Every asset you hold inside your retirement account should be geared toward a goal. But different asset classes are suited to different goals, and balancing between them is a crucial step for success.

For example, stocks and traditional equities can give you growth, but they’re loaded with downside risk. On the other hand, more conservative instruments like bonds offer safety and security, but their profit potential is extremely limited.

So where do digital currencies fit in? How can they benefit you?

Well, the answer lies in what makes digital currencies so unique…

Traditional asset classes can typically address one or two investment goals at a time. But when you set aside a piece of your savings in digital currency through a Self-Directed IRA, you’re getting the chance to accomplish several investment goals at once:

1. Inflation Protection - Blockchain technology uses adaptive scaling to control the supply of all digital currencies. And no external entity can artificially manipulate the creation or destruction of digital currencies, making them superbly inflation resistant.

2. Profit Potential - Digital currencies are a major disruption to the financial system, and we’re just at the beginning. Today, early investors have the chance to get into this new space after it’s been validated by the market, but long before it reaches its full potential.

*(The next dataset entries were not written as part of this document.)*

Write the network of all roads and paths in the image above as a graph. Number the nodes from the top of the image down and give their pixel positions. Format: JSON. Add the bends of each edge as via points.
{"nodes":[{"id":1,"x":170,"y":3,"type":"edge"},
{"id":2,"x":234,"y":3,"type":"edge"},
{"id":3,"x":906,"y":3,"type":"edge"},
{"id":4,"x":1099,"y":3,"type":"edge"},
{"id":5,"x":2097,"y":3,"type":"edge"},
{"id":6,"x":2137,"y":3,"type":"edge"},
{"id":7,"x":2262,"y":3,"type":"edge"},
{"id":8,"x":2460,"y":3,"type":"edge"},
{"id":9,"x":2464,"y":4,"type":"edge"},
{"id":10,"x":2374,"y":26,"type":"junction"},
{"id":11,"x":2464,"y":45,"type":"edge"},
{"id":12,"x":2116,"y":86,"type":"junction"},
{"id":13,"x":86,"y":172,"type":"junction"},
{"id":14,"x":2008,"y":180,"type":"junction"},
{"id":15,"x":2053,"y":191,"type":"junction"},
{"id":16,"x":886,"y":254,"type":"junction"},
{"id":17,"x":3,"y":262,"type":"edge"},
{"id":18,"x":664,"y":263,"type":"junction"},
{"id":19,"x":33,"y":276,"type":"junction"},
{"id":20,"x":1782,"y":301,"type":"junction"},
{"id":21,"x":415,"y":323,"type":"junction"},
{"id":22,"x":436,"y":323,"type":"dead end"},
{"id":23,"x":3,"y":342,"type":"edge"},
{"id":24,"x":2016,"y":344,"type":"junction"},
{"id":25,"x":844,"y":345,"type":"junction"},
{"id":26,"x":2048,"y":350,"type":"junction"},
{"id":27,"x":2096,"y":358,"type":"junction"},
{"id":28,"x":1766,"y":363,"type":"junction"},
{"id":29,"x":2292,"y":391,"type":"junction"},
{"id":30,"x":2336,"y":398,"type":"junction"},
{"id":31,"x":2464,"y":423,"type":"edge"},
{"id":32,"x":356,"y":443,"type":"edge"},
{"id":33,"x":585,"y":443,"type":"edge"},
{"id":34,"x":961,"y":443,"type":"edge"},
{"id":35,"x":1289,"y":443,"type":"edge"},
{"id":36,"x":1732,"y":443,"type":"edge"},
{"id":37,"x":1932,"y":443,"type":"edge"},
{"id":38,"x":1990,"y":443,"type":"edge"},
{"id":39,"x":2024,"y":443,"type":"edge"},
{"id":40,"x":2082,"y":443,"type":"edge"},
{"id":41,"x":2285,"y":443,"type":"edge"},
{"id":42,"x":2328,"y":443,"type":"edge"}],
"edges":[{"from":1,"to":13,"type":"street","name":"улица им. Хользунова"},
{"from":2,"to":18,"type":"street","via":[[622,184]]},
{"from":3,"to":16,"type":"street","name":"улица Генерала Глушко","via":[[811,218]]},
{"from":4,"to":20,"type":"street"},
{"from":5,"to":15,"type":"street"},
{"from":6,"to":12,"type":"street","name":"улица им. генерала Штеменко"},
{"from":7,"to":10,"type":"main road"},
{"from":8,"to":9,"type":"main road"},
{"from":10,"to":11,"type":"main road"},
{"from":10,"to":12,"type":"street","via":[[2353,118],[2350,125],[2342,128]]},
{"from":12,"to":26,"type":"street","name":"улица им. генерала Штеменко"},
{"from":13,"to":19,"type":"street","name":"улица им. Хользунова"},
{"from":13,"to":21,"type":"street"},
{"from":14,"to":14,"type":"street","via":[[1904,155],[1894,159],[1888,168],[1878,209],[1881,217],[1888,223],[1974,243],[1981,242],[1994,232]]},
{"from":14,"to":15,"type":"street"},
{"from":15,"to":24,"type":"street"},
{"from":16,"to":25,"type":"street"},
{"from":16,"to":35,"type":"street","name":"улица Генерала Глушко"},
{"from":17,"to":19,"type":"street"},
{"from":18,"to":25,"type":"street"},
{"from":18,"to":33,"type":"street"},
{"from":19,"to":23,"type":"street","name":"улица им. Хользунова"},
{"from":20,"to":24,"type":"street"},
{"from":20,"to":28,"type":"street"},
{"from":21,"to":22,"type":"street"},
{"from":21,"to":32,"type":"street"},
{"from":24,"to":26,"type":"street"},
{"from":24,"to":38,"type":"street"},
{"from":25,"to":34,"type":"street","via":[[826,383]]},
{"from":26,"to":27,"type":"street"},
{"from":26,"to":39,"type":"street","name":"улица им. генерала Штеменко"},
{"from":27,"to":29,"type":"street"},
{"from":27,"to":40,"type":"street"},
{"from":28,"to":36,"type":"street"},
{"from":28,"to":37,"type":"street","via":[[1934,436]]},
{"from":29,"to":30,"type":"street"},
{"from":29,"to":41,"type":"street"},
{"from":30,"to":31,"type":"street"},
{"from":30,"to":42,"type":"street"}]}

3. Diversification - Maintaining exposure to a broad range of asset classes disperses your risk and increases your chances of profitability. That said, digital currencies have proven themselves to be a powerful diversification tool every retirement account should be leveraging, just like stocks, bonds, and other standard assets.

4. Privacy & Security - The private personal information behind digital currency wallets and transactions is obscured through multiple layers of heavy encryption. Unless you reveal your identity voluntarily, nobody can trace your digital currency activities.

5. Speed & Autonomy - Digital currencies are exchanged, stored, and transferred entirely outside any form of institutional system. Governments, banks, and regulatory agencies have zero control over the flow of digital currencies. That means you can transfer funds with incredible speed, however and whenever you choose, without any restrictions.

6. Tax-Free Growth - Because digital currencies are treated as personal property in your Self-Directed IRA, the money you make buying and selling them is tax-free until you take a distribution. Any profits from digital currency investments that you reinvest into other retirement assets will always stay tax-deferred.

There’s no other asset class offering all these benefits in a single place. Plus, the core value and long-term fundamentals behind digital currencies are causing experts like Jim Cramer to suggest they’re strongly underpriced.

That said, retirement investors may not get another opportunity to enter this promising new asset class at prices as low as today’s.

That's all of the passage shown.